Datum uitspraak:
Datum publicatie:
Rechtsgebied:
Zaaknummer:
Soort procedure:
Instantie:

Inhoudsindicatie:

Bij besluit van 23 juni 2011 heeft de raad het bestemmingsplan "Emmaplein en Vinkenplein Bilthoven" vastgesteld.

Uitspraak



201109896/1/R3.

Datum uitspraak: 12 september 2012

AFDELING

BESTUURSRECHTSPRAAK

Uitspraak in het geding tussen:

1. de besloten vennootschap met beperkte aansprakelijkheid B.V. Nederlandsche Woningfinanciering Maatschappij (hierna: Newomij), gevestigd te Naarden,

2. [appellant sub 2], wonend te [woonplaats,

3. [appellant sub 3A] en [appellant sub 3B], beiden wonend te Bilthoven, gemeente De Bilt,

en

de raad van de gemeente De Bilt,

verweerder.

Procesverloop

Bij besluit van 23 juni 2011 heeft de raad het bestemmingsplan "Emmaplein en Vinkenplein Bilthoven" vastgesteld.

Tegen dit besluit hebben Newomij, [appellant sub 2] en [appellanten sub 3] beroep ingesteld.

De raad heeft een verweerschrift ingediend.

Newomij, [appellanten sub 3] en de raad hebben nadere stukken ingediend.

De Afdeling heeft de zaak ter zitting behandeld op 20 juni 2012, waar Newomij, vertegenwoordigd door D.P.C. Ochtman en F.C.M. Schoonhoven, bijgestaan door mr. F.H.A.M. Thunnissen, advocaat te Amsterdam, [appellant sub 2], [appellanten sub 3] en de raad, vertegenwoordigd door mr. J. Oosterkamp, ir. J.A.J. Kragting, drs. E.F. Plate, R. van Ruler en drs. J.A. Bos, werkzaam bij de gemeente, zijn verschenen. Voorts zijn daar verschenen de besloten vennootschappen met beperkte aansprakelijkheid Synchroon B.V. en [belanghebbende], beide vertegenwoordigd door mr. R.J.G. Bäcker, advocaat te Rotterdam.

Overwegingen

1. Het plan voorziet in een juridisch-planologische regeling voor de herstructurering en opwaardering van het centrum van Bilthoven.

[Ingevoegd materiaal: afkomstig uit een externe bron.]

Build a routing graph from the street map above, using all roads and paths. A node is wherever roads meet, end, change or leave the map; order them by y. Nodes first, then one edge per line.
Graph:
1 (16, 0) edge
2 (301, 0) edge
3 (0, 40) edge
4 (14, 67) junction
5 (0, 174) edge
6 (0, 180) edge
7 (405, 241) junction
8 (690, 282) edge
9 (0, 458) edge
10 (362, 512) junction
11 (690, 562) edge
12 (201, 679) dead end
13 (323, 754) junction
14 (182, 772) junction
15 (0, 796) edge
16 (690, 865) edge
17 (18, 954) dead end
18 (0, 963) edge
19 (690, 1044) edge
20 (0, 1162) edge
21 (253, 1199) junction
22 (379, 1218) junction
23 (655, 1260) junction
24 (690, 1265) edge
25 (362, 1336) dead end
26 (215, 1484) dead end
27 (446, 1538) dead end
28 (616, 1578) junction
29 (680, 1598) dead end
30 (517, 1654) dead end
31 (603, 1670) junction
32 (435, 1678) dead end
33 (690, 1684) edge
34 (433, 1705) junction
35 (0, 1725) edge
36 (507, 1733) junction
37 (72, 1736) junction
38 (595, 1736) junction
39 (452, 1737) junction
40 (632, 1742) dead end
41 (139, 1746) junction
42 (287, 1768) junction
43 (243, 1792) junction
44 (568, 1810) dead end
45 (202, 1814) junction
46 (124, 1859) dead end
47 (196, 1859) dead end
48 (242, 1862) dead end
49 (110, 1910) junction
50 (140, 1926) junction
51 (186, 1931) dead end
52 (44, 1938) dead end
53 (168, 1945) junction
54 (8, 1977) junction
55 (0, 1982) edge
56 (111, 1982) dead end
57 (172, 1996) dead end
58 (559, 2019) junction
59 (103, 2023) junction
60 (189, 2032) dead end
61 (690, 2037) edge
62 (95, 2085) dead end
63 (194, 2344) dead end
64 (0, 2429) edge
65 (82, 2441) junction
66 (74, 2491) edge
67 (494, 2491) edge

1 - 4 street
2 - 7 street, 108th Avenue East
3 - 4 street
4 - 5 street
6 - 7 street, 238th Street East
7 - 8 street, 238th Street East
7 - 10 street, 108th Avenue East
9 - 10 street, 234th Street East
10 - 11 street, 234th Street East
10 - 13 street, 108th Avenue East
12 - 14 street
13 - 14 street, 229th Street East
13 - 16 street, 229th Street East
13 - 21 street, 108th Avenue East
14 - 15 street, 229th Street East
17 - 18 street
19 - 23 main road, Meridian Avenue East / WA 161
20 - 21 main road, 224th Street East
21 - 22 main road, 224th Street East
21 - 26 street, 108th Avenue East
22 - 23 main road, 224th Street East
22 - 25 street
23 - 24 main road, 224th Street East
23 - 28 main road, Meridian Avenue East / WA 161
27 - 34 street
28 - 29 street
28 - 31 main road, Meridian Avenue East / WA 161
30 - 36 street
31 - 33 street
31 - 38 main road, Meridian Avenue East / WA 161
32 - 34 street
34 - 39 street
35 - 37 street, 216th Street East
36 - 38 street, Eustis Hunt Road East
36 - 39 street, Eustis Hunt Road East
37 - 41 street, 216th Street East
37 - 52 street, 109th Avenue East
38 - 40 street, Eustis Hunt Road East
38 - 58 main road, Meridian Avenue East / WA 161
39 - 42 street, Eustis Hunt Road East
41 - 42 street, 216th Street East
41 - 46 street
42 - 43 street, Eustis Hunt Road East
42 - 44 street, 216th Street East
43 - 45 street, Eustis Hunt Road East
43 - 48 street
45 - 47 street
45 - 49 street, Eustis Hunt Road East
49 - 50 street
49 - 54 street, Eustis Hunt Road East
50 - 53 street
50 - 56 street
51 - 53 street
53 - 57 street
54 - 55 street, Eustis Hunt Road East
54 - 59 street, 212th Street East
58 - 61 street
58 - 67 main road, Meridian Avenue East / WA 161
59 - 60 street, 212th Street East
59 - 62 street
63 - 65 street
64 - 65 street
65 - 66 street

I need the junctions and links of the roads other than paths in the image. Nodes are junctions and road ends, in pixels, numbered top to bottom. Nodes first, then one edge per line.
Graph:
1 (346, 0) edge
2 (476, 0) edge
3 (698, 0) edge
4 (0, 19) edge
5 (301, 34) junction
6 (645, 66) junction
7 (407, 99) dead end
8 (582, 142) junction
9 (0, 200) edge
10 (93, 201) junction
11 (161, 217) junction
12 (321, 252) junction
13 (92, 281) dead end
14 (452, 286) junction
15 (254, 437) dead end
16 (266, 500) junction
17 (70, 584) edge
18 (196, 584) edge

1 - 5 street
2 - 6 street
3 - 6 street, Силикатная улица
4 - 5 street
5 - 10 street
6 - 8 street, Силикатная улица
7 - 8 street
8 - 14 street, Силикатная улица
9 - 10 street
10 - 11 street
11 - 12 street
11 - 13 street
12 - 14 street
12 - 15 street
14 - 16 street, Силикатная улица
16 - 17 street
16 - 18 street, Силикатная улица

2. [appellanten sub 3] betogen dat de Crisis- en herstelwet (hierna: Chw) niet van toepassing is. Hiertoe voeren zij aan dat dit op geen enkele wijze bekend is gemaakt, geen spoedeisend belang aanwezig is om het plan te realiseren en het project niet op de voorgeschreven wijze is aangemeld.

2.1. Ingevolge artikel 1.1, eerste lid, aanhef en onder a, van de Chw , zoals deze luidde ten tijde hier van belang, is afdeling 2 van deze wet van toepassing op alle besluiten die krachtens enig wettelijk voorschrift zijn vereist voor de ontwikkeling of verwezenlijking van de in bijlage I bij deze wet bedoelde categorieën ruimtelijke en infrastructurele projecten dan wel voor de in bijlage II bij deze wet bedoelde ruimtelijke en infrastructurele projecten.

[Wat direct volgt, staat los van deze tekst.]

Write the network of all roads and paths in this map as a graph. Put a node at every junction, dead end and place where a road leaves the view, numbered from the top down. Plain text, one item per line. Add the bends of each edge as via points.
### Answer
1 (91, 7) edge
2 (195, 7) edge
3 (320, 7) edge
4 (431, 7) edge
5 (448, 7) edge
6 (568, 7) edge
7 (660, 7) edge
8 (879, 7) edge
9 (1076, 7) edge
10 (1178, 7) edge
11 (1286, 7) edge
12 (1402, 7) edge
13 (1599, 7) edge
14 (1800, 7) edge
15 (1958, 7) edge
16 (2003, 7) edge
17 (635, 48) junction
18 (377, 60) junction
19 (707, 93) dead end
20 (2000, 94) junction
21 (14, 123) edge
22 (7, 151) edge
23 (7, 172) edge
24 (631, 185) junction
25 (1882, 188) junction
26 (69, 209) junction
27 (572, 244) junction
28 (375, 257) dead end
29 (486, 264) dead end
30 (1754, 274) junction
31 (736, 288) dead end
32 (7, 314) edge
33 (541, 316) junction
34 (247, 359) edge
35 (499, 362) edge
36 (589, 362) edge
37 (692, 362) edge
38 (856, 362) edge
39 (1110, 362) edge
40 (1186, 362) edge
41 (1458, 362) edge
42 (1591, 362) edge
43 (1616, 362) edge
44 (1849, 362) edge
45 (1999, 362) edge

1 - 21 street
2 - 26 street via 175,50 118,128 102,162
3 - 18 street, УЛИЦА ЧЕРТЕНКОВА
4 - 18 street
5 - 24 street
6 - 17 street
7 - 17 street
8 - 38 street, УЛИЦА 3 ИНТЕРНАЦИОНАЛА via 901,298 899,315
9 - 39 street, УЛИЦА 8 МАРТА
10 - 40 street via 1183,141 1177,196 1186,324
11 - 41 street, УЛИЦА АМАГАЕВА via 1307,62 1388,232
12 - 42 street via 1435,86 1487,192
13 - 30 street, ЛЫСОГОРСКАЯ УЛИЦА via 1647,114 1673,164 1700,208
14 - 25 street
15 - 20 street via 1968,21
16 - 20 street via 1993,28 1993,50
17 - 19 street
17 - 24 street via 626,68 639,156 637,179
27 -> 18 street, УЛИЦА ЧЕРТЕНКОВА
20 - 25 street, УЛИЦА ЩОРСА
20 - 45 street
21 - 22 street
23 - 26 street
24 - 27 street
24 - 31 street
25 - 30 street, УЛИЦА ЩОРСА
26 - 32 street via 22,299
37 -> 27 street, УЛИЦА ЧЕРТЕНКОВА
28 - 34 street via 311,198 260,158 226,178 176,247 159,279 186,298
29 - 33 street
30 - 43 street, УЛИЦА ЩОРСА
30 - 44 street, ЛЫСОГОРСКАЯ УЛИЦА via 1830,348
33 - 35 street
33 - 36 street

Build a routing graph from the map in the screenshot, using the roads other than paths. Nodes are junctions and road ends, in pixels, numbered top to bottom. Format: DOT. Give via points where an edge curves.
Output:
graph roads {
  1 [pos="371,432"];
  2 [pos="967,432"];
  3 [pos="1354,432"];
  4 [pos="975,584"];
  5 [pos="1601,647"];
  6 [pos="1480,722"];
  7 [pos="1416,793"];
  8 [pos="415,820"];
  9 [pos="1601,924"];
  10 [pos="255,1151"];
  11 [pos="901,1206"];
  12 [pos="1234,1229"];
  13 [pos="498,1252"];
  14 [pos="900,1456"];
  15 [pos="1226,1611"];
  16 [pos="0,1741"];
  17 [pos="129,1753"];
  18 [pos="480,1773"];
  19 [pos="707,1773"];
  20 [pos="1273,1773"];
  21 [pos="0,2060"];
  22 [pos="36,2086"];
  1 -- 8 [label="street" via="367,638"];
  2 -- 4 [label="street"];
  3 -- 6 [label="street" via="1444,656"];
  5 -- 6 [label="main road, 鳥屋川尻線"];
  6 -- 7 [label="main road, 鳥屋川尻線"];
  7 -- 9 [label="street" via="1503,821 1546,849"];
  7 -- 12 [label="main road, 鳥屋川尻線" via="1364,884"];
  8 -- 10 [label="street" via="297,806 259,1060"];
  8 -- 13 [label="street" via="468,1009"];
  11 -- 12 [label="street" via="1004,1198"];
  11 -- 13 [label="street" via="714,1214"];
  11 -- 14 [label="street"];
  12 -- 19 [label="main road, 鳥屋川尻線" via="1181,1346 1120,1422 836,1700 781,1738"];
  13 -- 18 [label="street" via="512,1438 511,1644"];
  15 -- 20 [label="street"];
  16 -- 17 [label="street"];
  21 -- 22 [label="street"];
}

In categorie 3, onder 3.1, van bijlage I behorende bij de Chw, zoals deze gold ten tijde van belang, wordt als categorie ruimtelijke en infrastructurele projecten als bedoeld in artikel 1.1, eerste lid, aangemerkt de ontwikkeling en verwezenlijking van werken en gebieden krachtens afdeling 3.1 of afdeling 3.3 van de Wet ruimtelijke ordening (hierna: Wro) ten behoeve van de bouw van meer dan 20 woningen in een aaneengesloten gebied of de herstructurering van woon- en werkgebieden.

2.2. Nu het voorliggende plan voorziet in de herstructurering van het centrum van Bilthoven en meer dan 20 nieuwe woningen zijn voorzien, is afdeling 2 van de Chw van toepassing. De toepasselijkheid van de Chw wordt immers bepaald door die wet zelf en niet door de door [appellanten sub 3] bedoelde aanmelding van het project.

3. [appellanten sub 3] voeren aan dat de raad, voordat het plan is vastgesteld, ten onrechte geen overleg met hen heeft gevoerd.

3.1. Omwonenden zijn volgens de raad bij de totstandkoming van het plan voldoende betrokken geweest. In dit verband wijst de raad op de nauwe betrokkenheid van de klankbordgroep en op de gehouden informatieavonden.

3.2. Niet is gebleken dat de communicatie met betrekking tot het plan niet op de wettelijk voorgeschreven wijze heeft plaatsgevonden, dan wel dat [appellanten sub 3] daardoor in hun belangen zijn geschaad. Hierbij wordt in aanmerking genomen dat ingevolge artikel 3.8, eerste lid, van de Wro op de voorbereiding van een bestemmingsplan afdeling 3.4 van de Algemene wet bestuursrecht van toepassing is. De procedure inzake de vaststelling van een bestemmingsplan vangt aan met de terinzagelegging van het ontwerp ervan. Voor zover het betoog ziet op de periode die voorafgaat aan de terinzagelegging van het ontwerpplan, kan dit gelet op het voorgaande geen gevolgen hebben voor de rechtmatigheid van de bestemmingsplanprocedure en de daaruit voortvloeiende besluiten.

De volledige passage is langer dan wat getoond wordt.